There was a terrible period of my life in the new school, where something quite strange happened to me. I became closed to myself, day after day, getting worse, getting shier, scared of talking to anyone. And really, this is not like me.
I was scared (is that even the right word?) of how different I was from the rest of my "friends". Specially because it was the first time I have truly fallen in love with someone else. That made things even worse...
But skipping the drama, I had gotten so down and sad because of my fear of failure and exclusion that I felt like no one would care if I simply disappeared the other day. (LOL how could I get so emo for such small reason??
But this year, something brilliant happened to me. I don't know how to explain it, but it's like... something inside me is bright again, like it was when I was a little child. My soul freed itself from the imaginary chains I had created, for such a stupid reason. Simply because I understood. I finally understood the simplest of all concepts, the one everyone understands when they are a child, but always forget when they grow up: Happiness lives inside of you
And that's the biggest gift that life has given to us, to any of us. No matter how hard life may seem, never forget, that the only person who can make you happy again, is you.

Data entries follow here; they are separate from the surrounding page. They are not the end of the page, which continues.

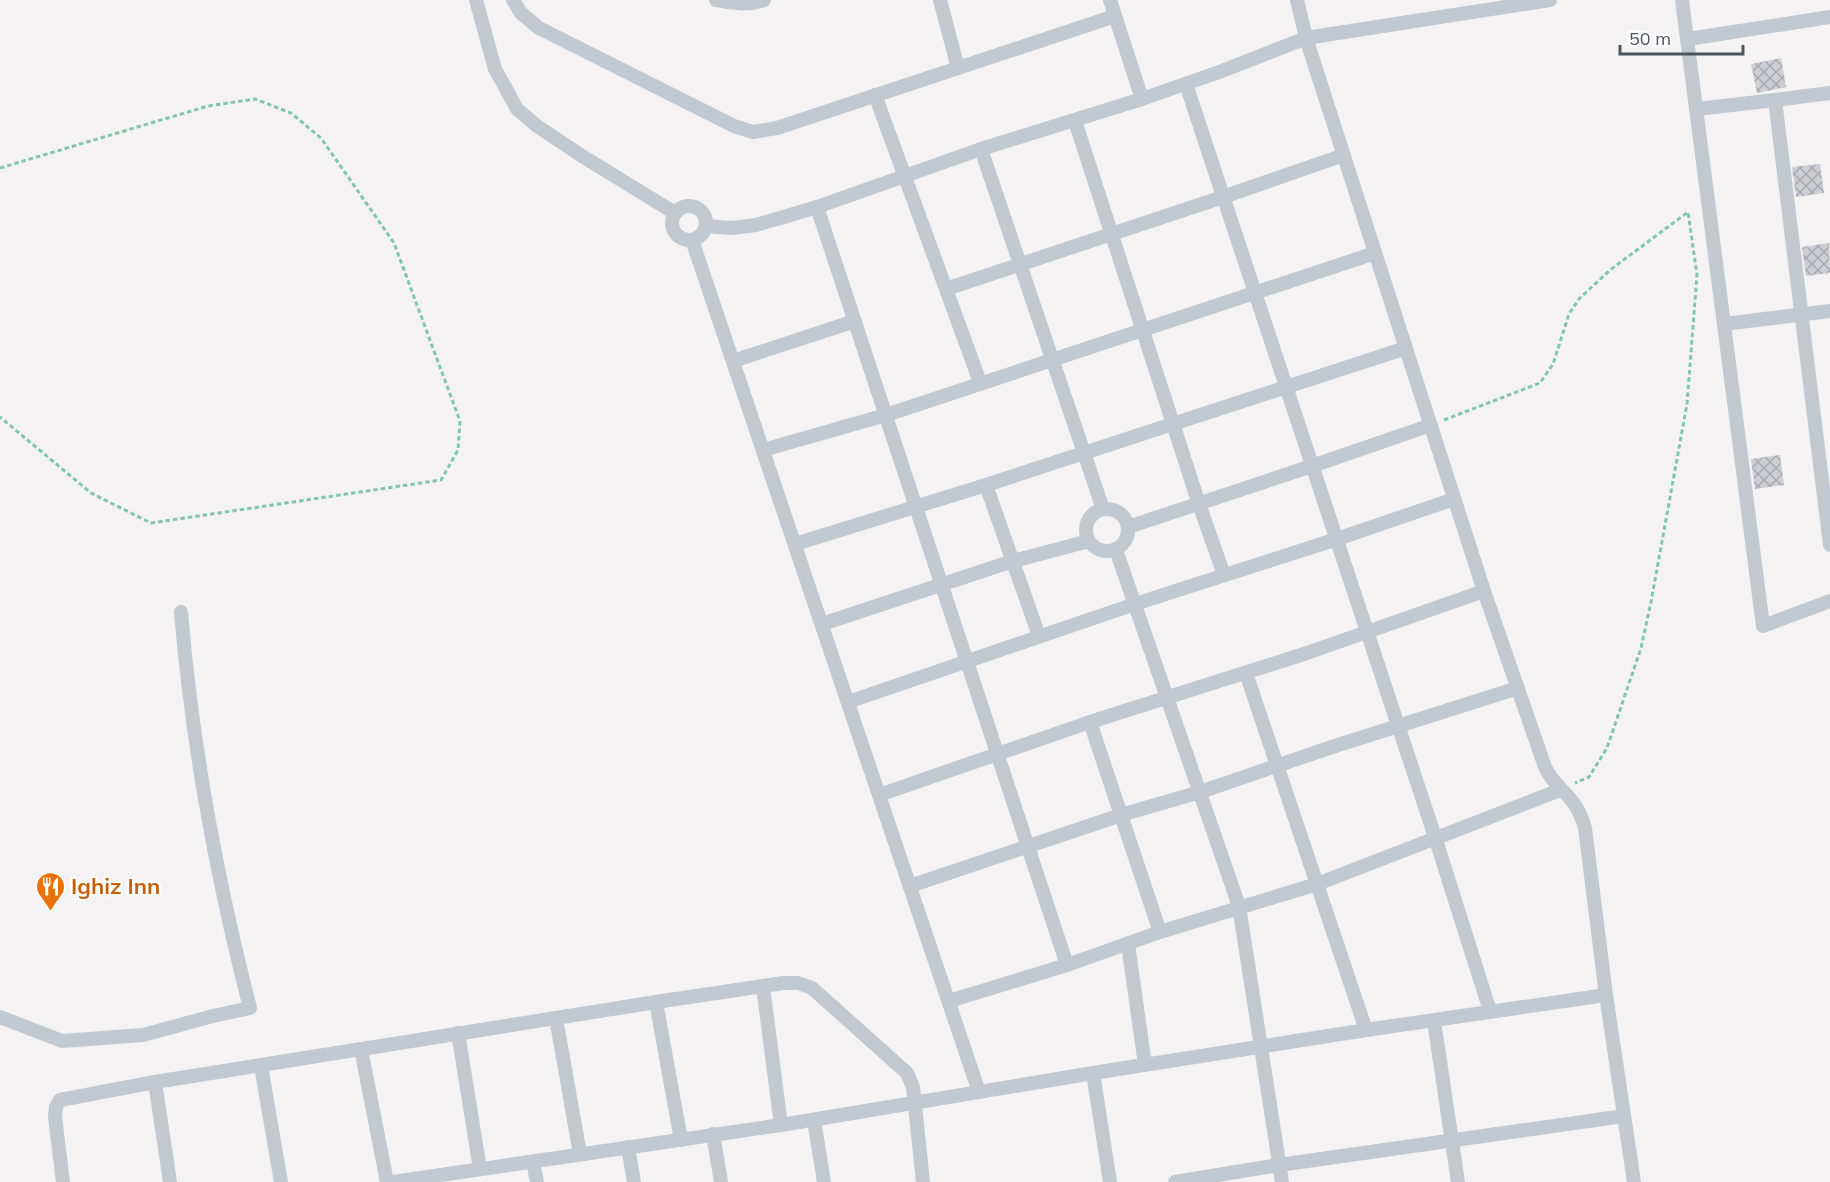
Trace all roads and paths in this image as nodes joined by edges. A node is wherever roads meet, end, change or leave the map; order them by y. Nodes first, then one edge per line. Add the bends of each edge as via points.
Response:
1 (476, 0) edge
2 (513, 0) edge
3 (716, 0) edge
4 (764, 0) edge
5 (940, 0) edge
6 (1110, 0) edge
7 (1297, 0) edge
8 (1550, 0) edge
9 (1682, 0) edge
10 (1115, 16) junction
11 (1830, 17) edge
12 (1306, 38) junction
13 (1688, 39) junction
14 (958, 68) junction
15 (1186, 84) junction
16 (1830, 93) edge
17 (875, 95) junction
18 (1142, 99) junction
19 (1774, 100) junction
20 (1696, 109) junction
21 (1075, 121) junction
22 (981, 149) junction
23 (1344, 155) junction
24 (0, 168) edge
25 (904, 175) junction
26 (1223, 197) junction
27 (818, 207) junction
28 (675, 213) junction
29 (706, 226) junction
30 (1112, 234) junction
31 (692, 240) junction
32 (1375, 253) junction
33 (1020, 265) junction
34 (946, 289) junction
35 (1255, 292) junction
36 (1830, 311) edge
37 (1801, 315) junction
38 (855, 321) junction
39 (1724, 324) junction
40 (1142, 330) junction
41 (1406, 348) junction
42 (733, 361) junction
43 (1052, 361) junction
44 (980, 382) junction
45 (1286, 387) junction
46 (886, 415) junction
47 (0, 417) edge
48 (1173, 425) junction
49 (1431, 425) junction
50 (763, 450) junction
51 (1084, 453) junction
52 (1312, 466) junction
53 (986, 485) junction
54 (1454, 499) junction
55 (1199, 504) junction
56 (916, 507) junction
57 (1103, 509) junction
58 (1128, 527) junction
59 (1337, 539) junction
60 (1089, 541) junction
61 (795, 544) junction
62 (1830, 546) edge
63 (1116, 550) junction
64 (1013, 561) junction
65 (1224, 575) junction
66 (941, 584) junction
67 (1484, 591) junction
68 (1830, 601) edge
69 (1135, 604) junction
70 (181, 612) dead end
71 (822, 624) junction
72 (1367, 632) junction
73 (1039, 636) junction
74 (967, 661) junction
75 (1246, 673) junction
76 (1518, 688) junction
77 (1167, 697) junction
78 (848, 702) junction
79 (1090, 722) junction
80 (1398, 726) junction
81 (997, 754) junction
82 (1277, 765) junction
83 (1560, 790) junction
84 (1200, 792) junction
85 (879, 795) junction
86 (1121, 815) junction
87 (1435, 837) junction
88 (1028, 846) junction
89 (1317, 884) junction
90 (910, 886) junction
91 (1239, 906) junction
92 (1160, 932) junction
93 (1128, 944) junction
94 (1067, 965) junction
95 (762, 987) junction
96 (1606, 995) junction
97 (948, 1001) junction
98 (656, 1002) junction
99 (1490, 1011) junction
100 (0, 1017) edge
101 (556, 1018) junction
102 (1434, 1021) junction
103 (1366, 1030) junction
104 (458, 1033) junction
105 (1261, 1048) junction
106 (361, 1049) junction
107 (1145, 1065) junction
108 (261, 1066) junction
109 (1093, 1073) junction
110 (156, 1082) junction
111 (979, 1092) junction
112 (915, 1103) junction
113 (1624, 1116) junction
114 (814, 1120) junction
115 (781, 1125) junction
116 (713, 1134) junction
117 (681, 1140) junction
118 (1452, 1141) junction
119 (628, 1147) junction
120 (580, 1154) junction
121 (533, 1162) junction
122 (1280, 1165) junction
123 (480, 1169) junction
124 (437, 1178) edge
125 (63, 1182) edge
126 (170, 1182) edge
127 (281, 1182) edge
128 (387, 1182) edge
129 (393, 1182) edge
130 (537, 1182) edge
131 (634, 1182) edge
132 (721, 1182) edge
133 (824, 1182) edge
134 (923, 1182) edge
135 (1110, 1182) edge
136 (1175, 1182) edge
137 (1282, 1182) edge
138 (1458, 1182) edge
139 (1634, 1182) edge

1 - 28 street via 495,69 517,109 582,156
2 - 17 street via 539,28 753,132 777,128
3 - 4 street via 736,4
5 - 14 street
6 - 10 street
7 - 12 street
8 - 12 street
9 - 13 street
10 - 14 street
10 - 18 street
11 - 13 street
12 - 15 street
12 - 23 street
13 - 20 street
14 - 17 street
15 - 18 street
15 - 26 street
16 - 19 street
17 - 25 street
18 - 21 street
19 - 20 street
19 - 37 street
20 - 39 street
21 - 22 street
21 - 30 street
22 - 25 street
22 - 33 street
23 - 26 street
23 - 32 street
24 - 47 path via 208,106 255,99 291,113 321,138 394,243 460,421 458,450 441,480 151,523 91,493
25 - 27 street
25 - 34 street
26 - 30 street
26 - 35 street
27 - 29 street via 756,225
27 - 38 street
28 - 29 street via 692,206 705,217
28 - 31 street via 672,220 677,236
29 - 31 street via 701,236
30 - 33 street
30 - 40 street
31 - 42 street
32 - 35 street
32 - 41 street
33 - 34 street
33 - 43 street
34 - 44 street
35 - 40 street
35 - 45 street
36 - 37 street
37 - 39 street
37 - 62 street
38 - 42 street
38 - 46 street
39 - 68 street via 1763,626
40 - 43 street
40 - 48 street
41 - 45 street
41 - 49 street
42 - 50 street
43 - 44 street
43 - 51 street
44 - 46 street
45 - 48 street
45 - 52 street
46 - 50 street
46 - 56 street
48 - 51 street
48 - 55 street
49 - 52 street
49 - 54 street
49 - 83 path via 1540,383 1553,364 1569,315 1579,299 1610,270 1688,212 1697,275 1690,373 1651,603 1641,648 1607,748 1589,777
50 - 61 street
51 - 53 street
51 - 57 street
52 - 55 street
52 - 59 street
53 - 56 street
53 - 64 street
54 - 59 street
54 - 67 street
55 - 58 street
55 - 65 street
56 - 61 street
56 - 66 street
57 - 58 street via 1124,517
57 - 60 street via 1091,516 1086,528
58 - 63 street via 1128,536
59 - 65 street
59 - 72 street
60 - 63 street via 1106,552
60 - 64 street
61 - 71 street
63 - 69 street
64 - 66 street
64 - 73 street
65 - 69 street
66 - 71 street
66 - 74 street
67 - 72 street
67 - 76 street
69 - 73 street
69 - 77 street
70 - 100 street via 212,837 250,1008 143,1035 62,1041
71 - 78 street
72 - 75 street
72 - 80 street
73 - 74 street
74 - 78 street
74 - 81 street
75 - 77 street
75 - 82 street
76 - 80 street
76 - 83 street via 1545,767
77 - 79 street
77 - 84 street
78 - 85 street
79 - 81 street
79 - 86 street
80 - 82 street
80 - 87 street
81 - 85 street
81 - 88 street
82 - 84 street
82 - 89 street
83 - 87 street
83 - 96 street via 1576,806 1585,828
84 - 86 street
84 - 91 street
85 - 90 street
86 - 88 street
86 - 92 street
87 - 89 street
87 - 99 street
88 - 90 street
88 - 94 street
89 - 91 street
89 - 103 street
90 - 97 street
91 - 92 street
91 - 105 street
92 - 93 street
93 - 94 street
93 - 107 street
94 - 97 street
95 - 98 street
95 - 112 street via 798,983 812,988 907,1072
95 - 115 street
96 - 99 street
96 - 113 street
97 - 111 street
98 - 101 street
98 - 117 street
99 - 102 street
101 - 104 street
101 - 120 street
102 - 103 street
102 - 118 street
103 - 105 street
104 - 106 street
104 - 123 street
105 - 107 street
105 - 122 street
106 - 108 street
106 - 128 street
107 - 109 street
108 - 110 street
108 - 127 street
109 - 111 street
109 - 135 street
110 - 125 street via 60,1100 55,1117
110 - 126 street
111 - 112 street
112 - 114 street
112 - 134 street
113 - 118 street
113 - 139 street
114 - 115 street
114 - 133 street
115 - 116 street
116 - 117 street
116 - 132 street
117 - 119 street
118 - 122 street
118 - 138 street
119 - 120 street
119 - 131 street
120 - 121 street
121 - 123 street
121 - 130 street
122 - 136 street
122 - 137 street
123 - 124 street
124 - 129 street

You don't need anyone else to have that. People may help you, they may give you what you like, what you want, but if it doesn't come from inside, it will never be enough, and you'll never be free.Never
let anyone steal your happiness. No one has this right. Be whatever makes you happy, and don't be afraid of others judgment. If you're not causing any harm, then who the hell are they to say that you are wrong?
I know it sounds silly, but I believe I've finally understood how life really works. How freedom
can be reached by such simple thoughts.
My life is now impossible to compare with last year's. The whole classroom loves me, I have so many good friends, and the person I love is by my side, and considers me his best friend. Everyday is now a new adventure, a new beautiful adventure. (the class even prepared a surprise birthday party for me! with cake and candies! and it was the only
birthday we commemorated this year, from all classmates!) I cried :'D
Wolpy catching summer rain drops with his tongue
He loves summer rains...
(And I totally love them too).
Happiness is the gold of life.... Don't you agree?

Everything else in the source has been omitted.